A FIFA desligou Kevin Lamour, diretor de operações, na última segunda-feira, dia 17 de agosto. A demissão ocorreu pouco depois de Lamour criticar o plano de Gianni Infantino, que envolvia a entrada de investidores privados em partes da Copa do Mundo. A organização confirmou a saída, mas não detalhou o motivo.
O executivo se opôs ao projeto, chamado FFE, que previa a venda de participações ligadas ao torneio para investidores privados. As demais confederações também manifestaram críticas ao plano.
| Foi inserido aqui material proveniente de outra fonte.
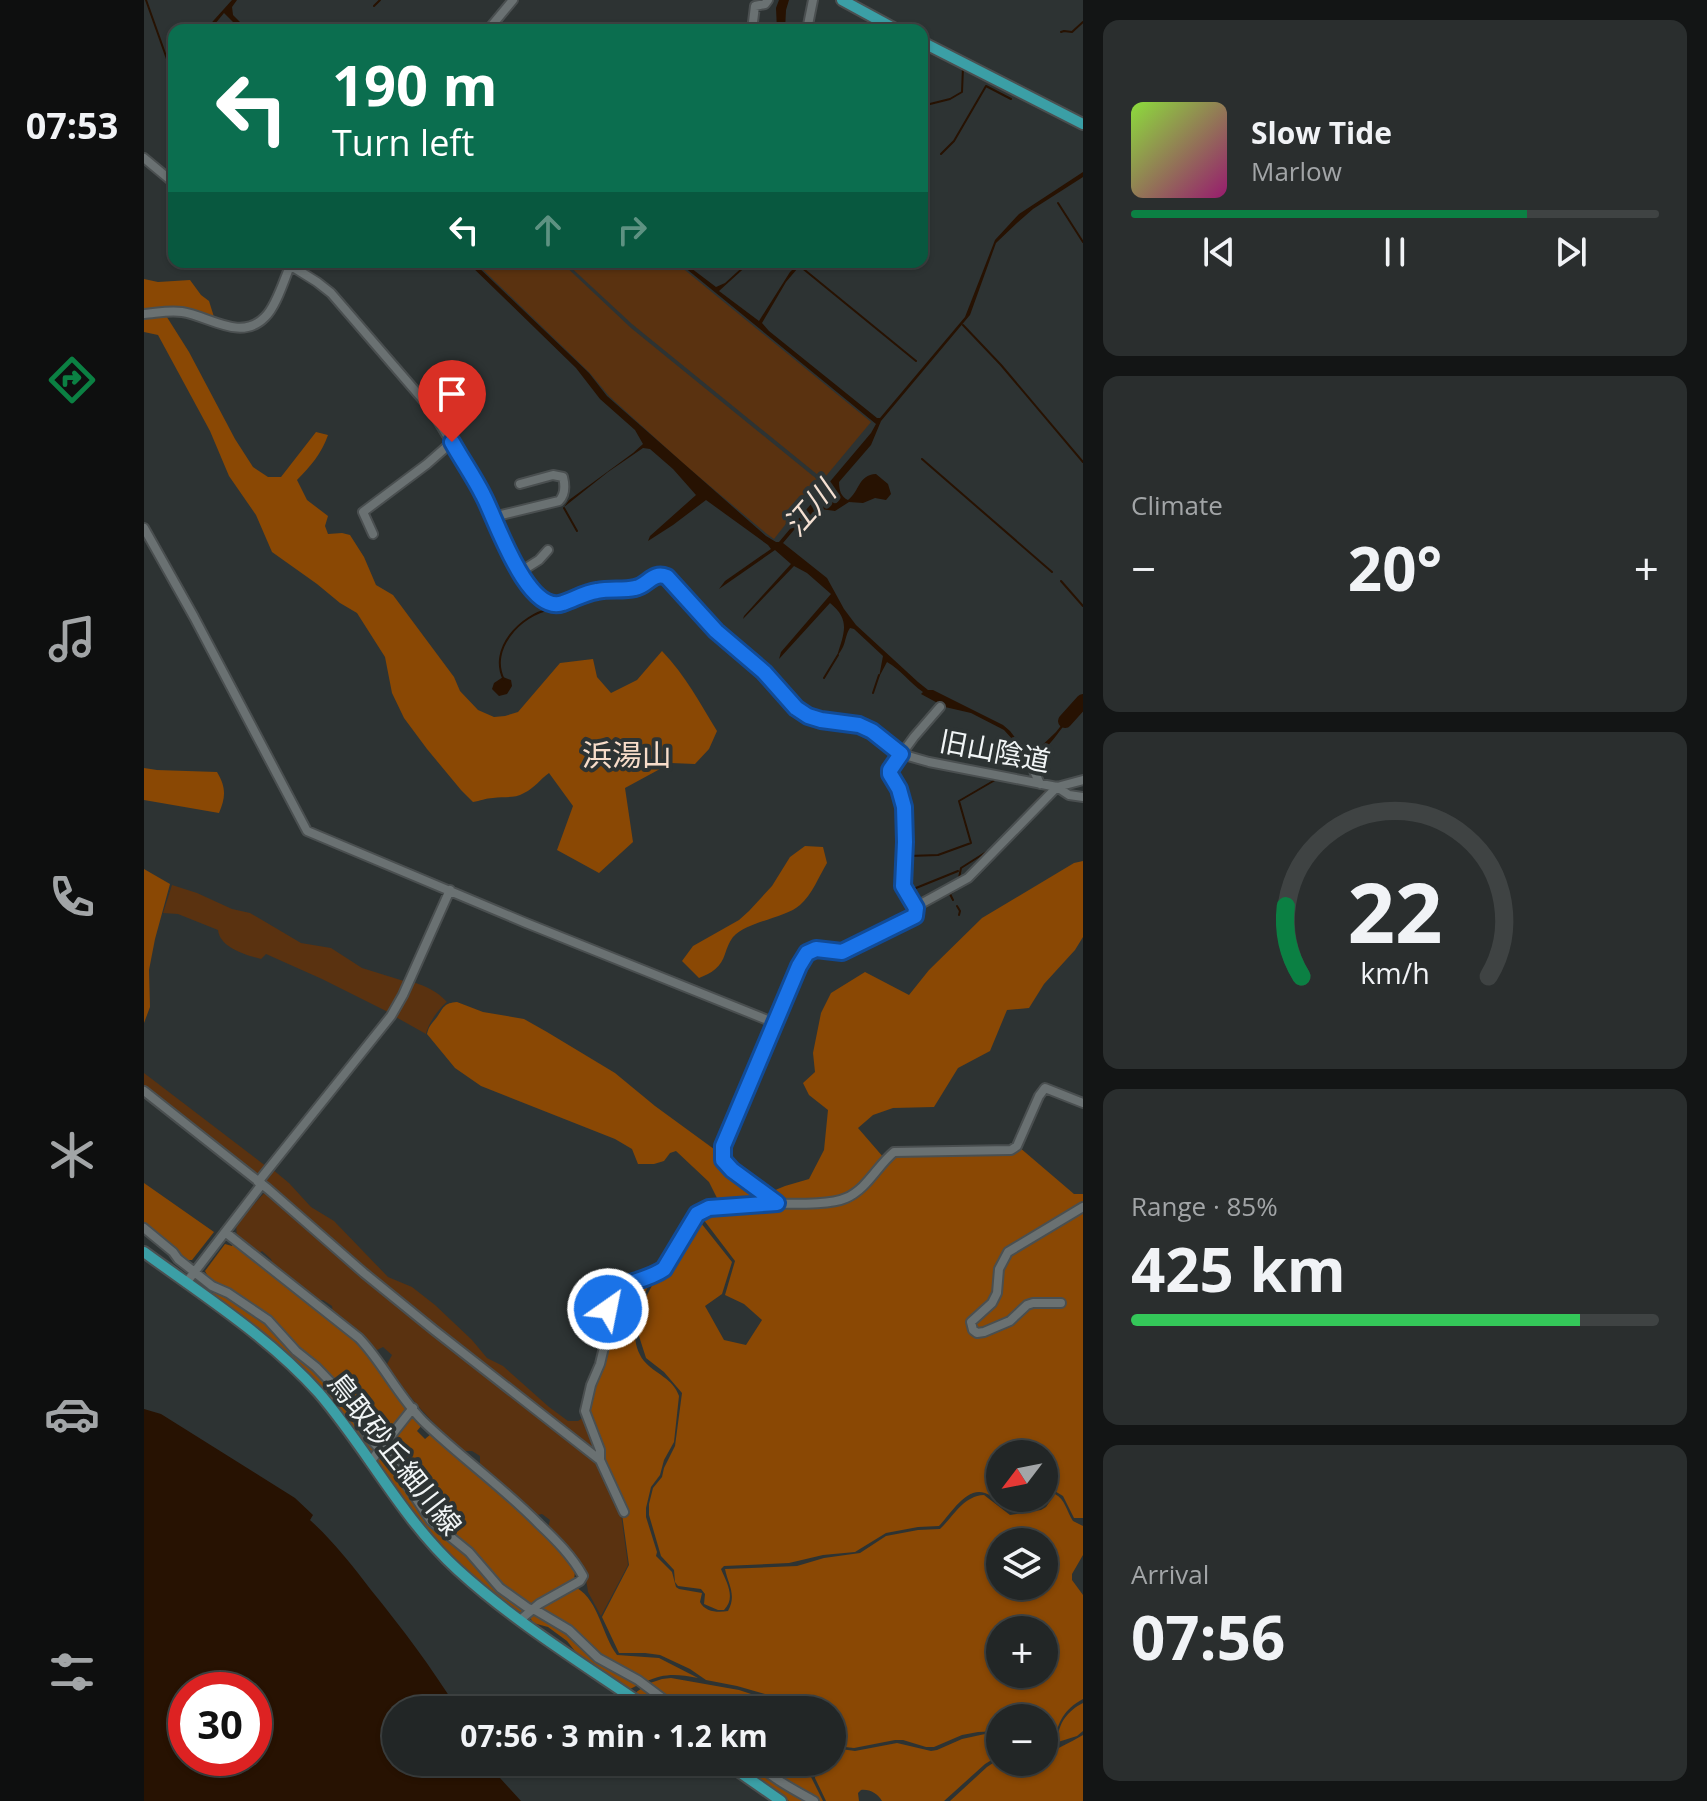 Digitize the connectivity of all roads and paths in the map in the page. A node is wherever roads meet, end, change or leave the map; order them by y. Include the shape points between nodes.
1 (513, 0) edge
2 (768, 0) edge
3 (813, 0) edge
4 (842, 0) edge
5 (493, 24) edge
6 (753, 24) edge
7 (808, 24) edge
8 (886, 24) edge
9 (928, 45) edge
10 (1083, 124) edge
11 (144, 158) edge
12 (168, 178) edge
13 (286, 268) edge
14 (294, 268) edge
15 (144, 314) edge
16 (452, 442) junction
17 (520, 484) dead end
18 (493, 517) junction
19 (144, 528) edge
20 (373, 534) dead end
21 (153, 545) junction
22 (144, 550) edge
23 (548, 550) dead end
24 (520, 572) junction
25 (940, 707) dead end
26 (901, 754) junction
27 (1031, 764) dead end
28 (1083, 780) edge
29 (1040, 784) junction
30 (1057, 787) junction
31 (1083, 797) edge
32 (450, 890) junction
33 (916, 908) junction
34 (775, 1023) junction
35 (144, 1091) edge
36 (1083, 1103) edge
37 (260, 1183) junction
38 (777, 1203) junction
39 (1083, 1207) edge
40 (144, 1228) edge
41 (225, 1232) junction
42 (144, 1252) edge
43 (194, 1272) junction
44 (186, 1283) junction
45 (1061, 1303) dead end
46 (413, 1408) junction
47 (381, 1449) junction
48 (600, 1460) junction
49 (370, 1462) junction
50 (624, 1512) dead end
51 (532, 1609) junction
52 (520, 1620) junction
53 (630, 1696) edge
54 (659, 1696) edge
55 (745, 1776) edge
56 (772, 1776) edge
57 (781, 1801) edge
58 (814, 1801) edge

1 - 5 street
2 - 6 street via 755,6
3 - 7 street
4 - 8 main road
9 - 10 main road
11 - 12 street
13 - 15 street via 269,312 250,327 239,329 182,311
14 - 16 street, 旧山陰道 via 331,293 410,383
16 - 18 street, 旧山陰道
16 - 20 street via 363,512
17 - 18 street via 561,476 564,490 553,503
18 - 24 street, 旧山陰道
19 - 21 street
21 - 22 street
21 - 32 street via 307,831
23 - 24 street
24 - 26 street, 旧山陰道 via 539,597 555,605 591,592 639,587 656,575 667,577 796,708 821,720 859,725
25 - 26 street
26 - 29 street, 旧山陰道
26 - 33 street via 890,774 904,807 903,886
27 - 29 street
28 - 30 street, 旧山陰道
29 - 30 street, 旧山陰道
30 - 31 street
30 - 33 street via 968,878
32 - 34 street
32 - 37 street via 391,1016
33 - 34 street via 915,916 842,952 807,953
34 - 38 street via 721,1153 732,1170
35 - 37 street
36 - 38 street via 1045,1088 1011,1150 894,1152 846,1198
37 - 41 street
37 - 48 street via 387,1292
38 - 48 street via 709,1208 697,1214 664,1269 604,1294 605,1343 585,1411
39 - 45 street via 1008,1252 999,1269 997,1293 971,1322 973,1330 984,1332 1010,1321 1033,1303
40 - 43 street
41 - 43 street
41 - 46 street via 359,1338
42 - 44 main road, 鳥取砂丘細川線
43 - 44 street
43 - 47 street via 268,1320 343,1395
44 - 49 main road, 鳥取砂丘細川線 via 288,1361
46 - 47 street
46 - 51 street via 575,1562 583,1576 580,1581
47 - 49 street
47 - 51 street via 431,1521 469,1552 500,1588
48 - 50 street
49 - 52 main road, 鳥取砂丘細川線 via 419,1529 458,1570
51 - 52 street
51 - 54 street
52 - 53 main road, 鳥取砂丘細川線
55 - 57 main road
56 - 58 street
Em julho, Lamour afirmou que a administração da FIFA havia sido “enganada” durante o processo e criticou a postura do presidente.
O secretário-geral Mattias Grafström comunicou internamente o desligamento. Em nota, a FIFA apenas informou que o vínculo de trabalho com o diretor de operações terminou em 17 de agosto, agradecendo os dois anos de serviço. As razões exatas do rompimento permanecem sem esclarecimento público.
Lamour atuou anteriormente na UEFA, onde foi secretário-geral adjunto desde 2007. Ele já trabalhou junto a Infantino na entidade europeia. A saída ocorre em um momento de pressão sobre o presidente da FIFA, que enfrenta críticas após o insucesso do projeto de investimento.